**EXERCISE**
Nothing in the data is to be left out; copy it exactly.

+++ EXERCISE INPUTS

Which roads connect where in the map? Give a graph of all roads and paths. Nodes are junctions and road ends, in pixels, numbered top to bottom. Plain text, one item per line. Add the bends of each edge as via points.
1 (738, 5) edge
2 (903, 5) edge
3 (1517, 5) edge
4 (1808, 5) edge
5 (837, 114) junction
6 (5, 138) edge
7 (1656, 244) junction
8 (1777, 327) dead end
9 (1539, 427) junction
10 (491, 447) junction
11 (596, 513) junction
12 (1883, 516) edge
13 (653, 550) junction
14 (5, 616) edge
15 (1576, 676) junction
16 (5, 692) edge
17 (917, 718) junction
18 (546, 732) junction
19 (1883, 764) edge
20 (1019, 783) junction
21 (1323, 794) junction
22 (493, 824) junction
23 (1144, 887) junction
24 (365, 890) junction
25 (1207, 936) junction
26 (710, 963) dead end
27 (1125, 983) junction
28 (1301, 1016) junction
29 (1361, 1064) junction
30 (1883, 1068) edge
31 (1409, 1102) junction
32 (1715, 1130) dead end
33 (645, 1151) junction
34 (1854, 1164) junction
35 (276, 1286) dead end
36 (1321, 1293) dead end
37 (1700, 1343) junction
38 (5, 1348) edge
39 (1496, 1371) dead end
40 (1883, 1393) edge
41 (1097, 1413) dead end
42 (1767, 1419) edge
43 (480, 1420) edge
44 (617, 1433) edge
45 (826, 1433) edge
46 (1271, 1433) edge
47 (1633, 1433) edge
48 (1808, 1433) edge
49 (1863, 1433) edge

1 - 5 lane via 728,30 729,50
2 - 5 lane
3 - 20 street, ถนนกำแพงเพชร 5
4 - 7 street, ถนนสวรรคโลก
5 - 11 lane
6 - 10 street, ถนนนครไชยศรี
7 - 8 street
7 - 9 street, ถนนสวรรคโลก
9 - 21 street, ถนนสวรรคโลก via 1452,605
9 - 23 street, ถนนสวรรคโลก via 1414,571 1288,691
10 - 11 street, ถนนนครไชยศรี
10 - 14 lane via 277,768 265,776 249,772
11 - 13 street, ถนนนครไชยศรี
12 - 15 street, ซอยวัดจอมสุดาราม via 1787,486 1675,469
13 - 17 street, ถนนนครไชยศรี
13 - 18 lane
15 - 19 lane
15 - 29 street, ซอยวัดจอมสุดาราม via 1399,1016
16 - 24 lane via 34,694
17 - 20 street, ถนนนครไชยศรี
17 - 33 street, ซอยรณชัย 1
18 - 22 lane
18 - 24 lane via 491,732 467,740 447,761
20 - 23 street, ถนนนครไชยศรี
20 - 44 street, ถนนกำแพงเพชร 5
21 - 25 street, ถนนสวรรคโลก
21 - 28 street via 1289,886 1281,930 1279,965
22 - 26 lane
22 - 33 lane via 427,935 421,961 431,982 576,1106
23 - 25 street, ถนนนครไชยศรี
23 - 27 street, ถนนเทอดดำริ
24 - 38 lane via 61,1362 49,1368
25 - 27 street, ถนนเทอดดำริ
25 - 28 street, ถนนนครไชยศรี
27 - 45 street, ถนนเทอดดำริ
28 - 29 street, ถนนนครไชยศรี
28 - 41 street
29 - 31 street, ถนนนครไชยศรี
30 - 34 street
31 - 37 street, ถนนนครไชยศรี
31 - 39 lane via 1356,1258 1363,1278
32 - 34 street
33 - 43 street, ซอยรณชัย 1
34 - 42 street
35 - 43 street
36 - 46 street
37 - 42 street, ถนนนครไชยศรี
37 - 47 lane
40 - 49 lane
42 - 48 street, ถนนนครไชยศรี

++++++

**WRITTEN ANSWER**
Which roads connect where in the map? Give a graph of all roads and paths. Nodes are junctions and road ends, in pixels, numbered top to bottom. Plain text, one item per line. Add the bends of each edge as via points.
1 (738, 5) edge
2 (903, 5) edge
3 (1517, 5) edge
4 (1808, 5) edge
5 (837, 114) junction
6 (5, 138) edge
7 (1656, 244) junction
8 (1777, 327) dead end
9 (1539, 427) junction
10 (491, 447) junction
11 (596, 513) junction
12 (1883, 516) edge
13 (653, 550) junction
14 (5, 616) edge
15 (1576, 676) junction
16 (5, 692) edge
17 (917, 718) junction
18 (546, 732) junction
19 (1883, 764) edge
20 (1019, 783) junction
21 (1323, 794) junction
22 (493, 824) junction
23 (1144, 887) junction
24 (365, 890) junction
25 (1207, 936) junction
26 (710, 963) dead end
27 (1125, 983) junction
28 (1301, 1016) junction
29 (1361, 1064) junction
30 (1883, 1068) edge
31 (1409, 1102) junction
32 (1715, 1130) dead end
33 (645, 1151) junction
34 (1854, 1164) junction
35 (276, 1286) dead end
36 (1321, 1293) dead end
37 (1700, 1343) junction
38 (5, 1348) edge
39 (1496, 1371) dead end
40 (1883, 1393) edge
41 (1097, 1413) dead end
42 (1767, 1419) edge
43 (480, 1420) edge
44 (617, 1433) edge
45 (826, 1433) edge
46 (1271, 1433) edge
47 (1633, 1433) edge
48 (1808, 1433) edge
49 (1863, 1433) edge

1 - 5 lane via 728,30 729,50
2 - 5 lane
3 - 20 street, ถนนกำแพงเพชร 5
4 - 7 street, ถนนสวรรคโลก
5 - 11 lane
6 - 10 street, ถนนนครไชยศรี
7 - 8 street
7 - 9 street, ถนนสวรรคโลก
9 - 21 street, ถนนสวรรคโลก via 1452,605
9 - 23 street, ถนนสวรรคโลก via 1414,571 1288,691
10 - 11 street, ถนนนครไชยศรี
10 - 14 lane via 277,768 265,776 249,772
11 - 13 street, ถนนนครไชยศรี
12 - 15 street, ซอยวัดจอมสุดาราม via 1787,486 1675,469
13 - 17 street, ถนนนครไชยศรี
13 - 18 lane
15 - 19 lane
15 - 29 street, ซอยวัดจอมสุดาราม via 1399,1016
16 - 24 lane via 34,694
17 - 20 street, ถนนนครไชยศรี
17 - 33 street, ซอยรณชัย 1
18 - 22 lane
18 - 24 lane via 491,732 467,740 447,761
20 - 23 street, ถนนนครไชยศรี
20 - 44 street, ถนนกำแพงเพชร 5
21 - 25 street, ถนนสวรรคโลก
21 - 28 street via 1289,886 1281,930 1279,965
22 - 26 lane
22 - 33 lane via 427,935 421,961 431,982 576,1106
23 - 25 street, ถนนนครไชยศรี
23 - 27 street, ถนนเทอดดำริ
24 - 38 lane via 61,1362 49,1368
25 - 27 street, ถนนเทอดดำริ
25 - 28 street, ถนนนครไชยศรี
27 - 45 street, ถนนเทอดดำริ
28 - 29 street, ถนนนครไชยศรี
28 - 41 street
29 - 31 street, ถนนนครไชยศรี
30 - 34 street
31 - 37 street, ถนนนครไชยศรี
31 - 39 lane via 1356,1258 1363,1278
32 - 34 street
33 - 43 street, ซอยรณชัย 1
34 - 42 street
35 - 43 street
36 - 46 street
37 - 42 street, ถนนนครไชยศรี
37 - 47 lane
40 - 49 lane
42 - 48 street, ถนนนครไชยศรี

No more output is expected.